Friday, July 25, 2008

more about extintion and ecology


take a look at this video. i apologize for the inconvience cause becuase i could not upload it.

http://www.youtube.com/watch?v=XbOXUza9ZeE

was thinking about our collective denial of the environmental crisis we’re creating, when I read a blog post by Nicola-Frank Vachon at The Solemn Monkey. (To understand the title, see the very worthwhile video on the “About me” page.) Besides an artistic essay which led me to confront the thought of our own self-destruction, it featured the video below. From the Species Alliance, I think it’s remarkably persuasive in driving home its point about the huge surge in extinctions we’re seeing today.
Our earth has seen five prior waves of mass extinction, the last one being that which eliminated the dinosaurs.
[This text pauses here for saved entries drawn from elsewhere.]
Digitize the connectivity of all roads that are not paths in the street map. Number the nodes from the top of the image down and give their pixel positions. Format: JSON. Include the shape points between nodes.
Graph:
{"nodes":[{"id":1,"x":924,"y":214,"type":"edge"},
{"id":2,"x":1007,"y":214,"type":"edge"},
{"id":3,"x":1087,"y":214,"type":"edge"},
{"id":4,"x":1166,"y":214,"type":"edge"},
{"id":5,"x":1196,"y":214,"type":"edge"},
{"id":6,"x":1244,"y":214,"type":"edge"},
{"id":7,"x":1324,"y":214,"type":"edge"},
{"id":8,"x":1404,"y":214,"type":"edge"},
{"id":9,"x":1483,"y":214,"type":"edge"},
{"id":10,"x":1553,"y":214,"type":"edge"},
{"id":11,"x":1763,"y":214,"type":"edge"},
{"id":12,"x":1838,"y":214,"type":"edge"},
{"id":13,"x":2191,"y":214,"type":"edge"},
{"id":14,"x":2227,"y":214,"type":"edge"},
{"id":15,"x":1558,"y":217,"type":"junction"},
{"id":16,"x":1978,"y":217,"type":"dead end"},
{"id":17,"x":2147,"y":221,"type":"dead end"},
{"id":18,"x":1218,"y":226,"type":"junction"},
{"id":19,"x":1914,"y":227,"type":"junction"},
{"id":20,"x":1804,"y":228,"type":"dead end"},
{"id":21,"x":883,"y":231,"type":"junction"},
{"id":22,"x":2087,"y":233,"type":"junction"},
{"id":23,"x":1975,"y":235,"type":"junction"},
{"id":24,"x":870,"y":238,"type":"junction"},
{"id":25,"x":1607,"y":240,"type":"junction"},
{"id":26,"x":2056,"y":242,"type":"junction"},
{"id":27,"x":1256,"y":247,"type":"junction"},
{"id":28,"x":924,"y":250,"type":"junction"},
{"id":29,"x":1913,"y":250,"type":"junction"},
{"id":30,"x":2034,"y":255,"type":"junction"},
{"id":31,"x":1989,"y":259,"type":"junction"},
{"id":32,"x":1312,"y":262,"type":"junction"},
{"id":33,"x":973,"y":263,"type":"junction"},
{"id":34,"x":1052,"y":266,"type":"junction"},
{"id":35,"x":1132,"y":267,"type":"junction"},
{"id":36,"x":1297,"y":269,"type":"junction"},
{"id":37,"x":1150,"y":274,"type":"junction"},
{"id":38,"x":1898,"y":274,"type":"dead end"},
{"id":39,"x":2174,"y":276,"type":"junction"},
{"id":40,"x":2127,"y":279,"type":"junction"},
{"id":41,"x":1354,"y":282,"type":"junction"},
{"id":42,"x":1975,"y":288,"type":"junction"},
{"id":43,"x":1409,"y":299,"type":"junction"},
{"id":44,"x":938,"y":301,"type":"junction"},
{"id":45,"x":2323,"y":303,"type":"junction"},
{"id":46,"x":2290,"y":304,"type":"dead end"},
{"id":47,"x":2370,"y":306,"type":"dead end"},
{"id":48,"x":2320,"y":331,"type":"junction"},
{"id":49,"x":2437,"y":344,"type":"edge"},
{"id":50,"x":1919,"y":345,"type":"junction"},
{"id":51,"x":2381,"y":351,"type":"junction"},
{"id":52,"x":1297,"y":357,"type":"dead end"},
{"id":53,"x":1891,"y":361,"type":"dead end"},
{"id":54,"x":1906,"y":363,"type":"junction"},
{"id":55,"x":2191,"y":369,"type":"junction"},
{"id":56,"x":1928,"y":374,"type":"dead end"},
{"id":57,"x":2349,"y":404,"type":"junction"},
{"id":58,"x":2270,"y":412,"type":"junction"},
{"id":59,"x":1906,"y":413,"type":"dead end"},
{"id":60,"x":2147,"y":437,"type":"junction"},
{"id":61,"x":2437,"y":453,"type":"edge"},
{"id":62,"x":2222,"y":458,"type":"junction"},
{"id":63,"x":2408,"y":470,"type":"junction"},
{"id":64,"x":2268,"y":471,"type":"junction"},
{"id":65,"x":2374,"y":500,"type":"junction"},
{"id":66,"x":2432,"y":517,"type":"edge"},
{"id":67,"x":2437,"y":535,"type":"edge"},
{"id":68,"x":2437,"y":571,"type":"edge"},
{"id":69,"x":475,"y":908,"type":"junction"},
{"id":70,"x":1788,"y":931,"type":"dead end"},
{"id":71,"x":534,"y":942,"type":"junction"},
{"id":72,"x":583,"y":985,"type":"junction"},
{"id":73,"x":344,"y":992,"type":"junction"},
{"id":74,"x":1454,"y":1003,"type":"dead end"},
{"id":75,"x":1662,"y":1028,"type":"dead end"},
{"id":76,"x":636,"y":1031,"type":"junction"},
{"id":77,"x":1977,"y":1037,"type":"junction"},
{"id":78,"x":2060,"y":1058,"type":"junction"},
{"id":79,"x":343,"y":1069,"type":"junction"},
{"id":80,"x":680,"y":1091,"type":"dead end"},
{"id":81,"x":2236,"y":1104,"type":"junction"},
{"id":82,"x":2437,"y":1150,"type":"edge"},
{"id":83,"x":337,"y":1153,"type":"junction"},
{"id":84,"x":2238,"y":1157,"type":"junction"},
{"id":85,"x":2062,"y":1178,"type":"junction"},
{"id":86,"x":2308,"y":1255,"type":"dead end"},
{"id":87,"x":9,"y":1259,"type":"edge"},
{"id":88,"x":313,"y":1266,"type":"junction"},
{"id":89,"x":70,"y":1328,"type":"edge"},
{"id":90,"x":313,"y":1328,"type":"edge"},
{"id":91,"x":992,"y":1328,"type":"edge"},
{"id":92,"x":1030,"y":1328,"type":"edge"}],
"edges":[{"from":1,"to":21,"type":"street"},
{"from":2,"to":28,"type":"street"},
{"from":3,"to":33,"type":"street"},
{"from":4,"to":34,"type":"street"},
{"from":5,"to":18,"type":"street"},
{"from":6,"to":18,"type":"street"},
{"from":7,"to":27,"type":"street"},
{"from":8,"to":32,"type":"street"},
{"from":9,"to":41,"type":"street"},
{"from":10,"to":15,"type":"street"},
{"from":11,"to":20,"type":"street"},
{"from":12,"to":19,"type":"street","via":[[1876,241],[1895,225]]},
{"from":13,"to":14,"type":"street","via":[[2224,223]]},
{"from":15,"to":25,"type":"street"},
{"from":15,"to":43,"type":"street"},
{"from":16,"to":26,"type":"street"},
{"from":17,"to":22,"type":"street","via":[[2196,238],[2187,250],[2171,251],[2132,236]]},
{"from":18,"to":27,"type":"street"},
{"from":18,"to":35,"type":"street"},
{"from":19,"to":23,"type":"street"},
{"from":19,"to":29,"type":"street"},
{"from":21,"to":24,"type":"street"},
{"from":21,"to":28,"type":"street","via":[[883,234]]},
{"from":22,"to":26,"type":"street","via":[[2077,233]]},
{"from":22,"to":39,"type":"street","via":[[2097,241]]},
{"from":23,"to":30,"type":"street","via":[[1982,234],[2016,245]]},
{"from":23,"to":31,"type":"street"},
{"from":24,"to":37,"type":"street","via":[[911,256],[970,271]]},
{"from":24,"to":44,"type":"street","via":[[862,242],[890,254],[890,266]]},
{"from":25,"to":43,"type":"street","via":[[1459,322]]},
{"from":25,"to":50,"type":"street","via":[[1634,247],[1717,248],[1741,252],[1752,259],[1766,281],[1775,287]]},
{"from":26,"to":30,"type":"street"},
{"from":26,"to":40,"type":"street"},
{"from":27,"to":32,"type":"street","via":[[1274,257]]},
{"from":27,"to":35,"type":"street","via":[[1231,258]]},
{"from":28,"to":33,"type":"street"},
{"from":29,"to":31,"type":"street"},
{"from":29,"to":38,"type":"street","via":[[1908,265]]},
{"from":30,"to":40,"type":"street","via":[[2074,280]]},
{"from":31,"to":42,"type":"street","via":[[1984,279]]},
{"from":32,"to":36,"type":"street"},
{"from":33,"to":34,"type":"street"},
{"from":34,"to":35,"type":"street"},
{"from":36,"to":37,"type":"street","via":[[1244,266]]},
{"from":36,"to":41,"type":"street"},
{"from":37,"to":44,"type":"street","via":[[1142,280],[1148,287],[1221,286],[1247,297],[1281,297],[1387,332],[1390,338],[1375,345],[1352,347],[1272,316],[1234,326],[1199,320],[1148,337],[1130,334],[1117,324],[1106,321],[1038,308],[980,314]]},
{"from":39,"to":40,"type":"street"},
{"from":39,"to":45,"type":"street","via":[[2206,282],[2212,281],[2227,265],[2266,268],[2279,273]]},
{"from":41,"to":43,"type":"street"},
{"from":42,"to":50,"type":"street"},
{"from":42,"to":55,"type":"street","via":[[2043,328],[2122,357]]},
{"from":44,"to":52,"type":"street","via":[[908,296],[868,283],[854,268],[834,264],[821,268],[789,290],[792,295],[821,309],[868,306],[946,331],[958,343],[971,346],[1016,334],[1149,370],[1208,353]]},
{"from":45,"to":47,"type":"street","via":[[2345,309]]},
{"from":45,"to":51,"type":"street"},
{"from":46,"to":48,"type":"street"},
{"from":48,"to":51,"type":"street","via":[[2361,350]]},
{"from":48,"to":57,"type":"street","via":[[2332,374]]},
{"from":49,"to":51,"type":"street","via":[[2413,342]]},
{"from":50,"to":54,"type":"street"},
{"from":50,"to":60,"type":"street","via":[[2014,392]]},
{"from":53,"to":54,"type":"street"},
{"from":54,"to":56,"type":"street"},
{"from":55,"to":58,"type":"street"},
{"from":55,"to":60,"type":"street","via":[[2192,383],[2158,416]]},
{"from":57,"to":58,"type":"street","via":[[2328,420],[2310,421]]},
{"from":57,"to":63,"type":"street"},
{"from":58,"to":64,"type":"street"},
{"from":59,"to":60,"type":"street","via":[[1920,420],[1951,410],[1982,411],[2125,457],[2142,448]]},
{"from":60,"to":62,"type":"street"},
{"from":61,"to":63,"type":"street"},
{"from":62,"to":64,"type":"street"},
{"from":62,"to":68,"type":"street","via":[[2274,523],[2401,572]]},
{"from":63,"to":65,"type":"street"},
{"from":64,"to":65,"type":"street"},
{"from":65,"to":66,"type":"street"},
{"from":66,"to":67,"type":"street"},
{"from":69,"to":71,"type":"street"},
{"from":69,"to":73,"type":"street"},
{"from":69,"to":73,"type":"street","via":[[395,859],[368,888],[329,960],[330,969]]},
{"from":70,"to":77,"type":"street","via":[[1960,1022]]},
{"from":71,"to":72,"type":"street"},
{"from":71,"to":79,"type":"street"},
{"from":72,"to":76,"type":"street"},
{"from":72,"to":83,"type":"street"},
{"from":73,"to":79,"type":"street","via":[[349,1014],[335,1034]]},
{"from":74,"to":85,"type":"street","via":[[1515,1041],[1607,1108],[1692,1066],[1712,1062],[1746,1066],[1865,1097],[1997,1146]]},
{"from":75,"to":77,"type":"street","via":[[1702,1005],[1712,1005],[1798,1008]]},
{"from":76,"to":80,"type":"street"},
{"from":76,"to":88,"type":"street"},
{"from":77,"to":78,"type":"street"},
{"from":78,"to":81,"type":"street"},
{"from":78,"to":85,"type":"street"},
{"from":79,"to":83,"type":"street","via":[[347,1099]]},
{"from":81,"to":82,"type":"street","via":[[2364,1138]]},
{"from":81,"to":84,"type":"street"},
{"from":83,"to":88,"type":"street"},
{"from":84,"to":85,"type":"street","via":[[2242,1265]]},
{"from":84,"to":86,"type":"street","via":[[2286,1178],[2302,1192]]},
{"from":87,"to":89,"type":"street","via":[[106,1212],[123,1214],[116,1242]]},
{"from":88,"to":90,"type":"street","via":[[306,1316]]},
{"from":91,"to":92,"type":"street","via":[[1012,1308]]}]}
This “sixth extinction,” (pdf) as many scientists now refer to it, is the result of human activity, with causes including climate change and deforestation. Key among the underlying drivers of those causes are, of course, the topics we examine here: human population growth, our growing rates of resource consumption, and the drive for unceasing economic growth.
The video made me wonder if the specter of mass extinction, especially when effectively presented, might be enough to break through some of our denial. I would think many people would sense intuitively that a world with half as many species as we now enjoy would be grimly impoverished. Would it be livable? I hope we don’t have to find out first hand. Does the subject of mass extinction have a unique place in our toolbox of ways to wake people up to the realities of our ecological crisis?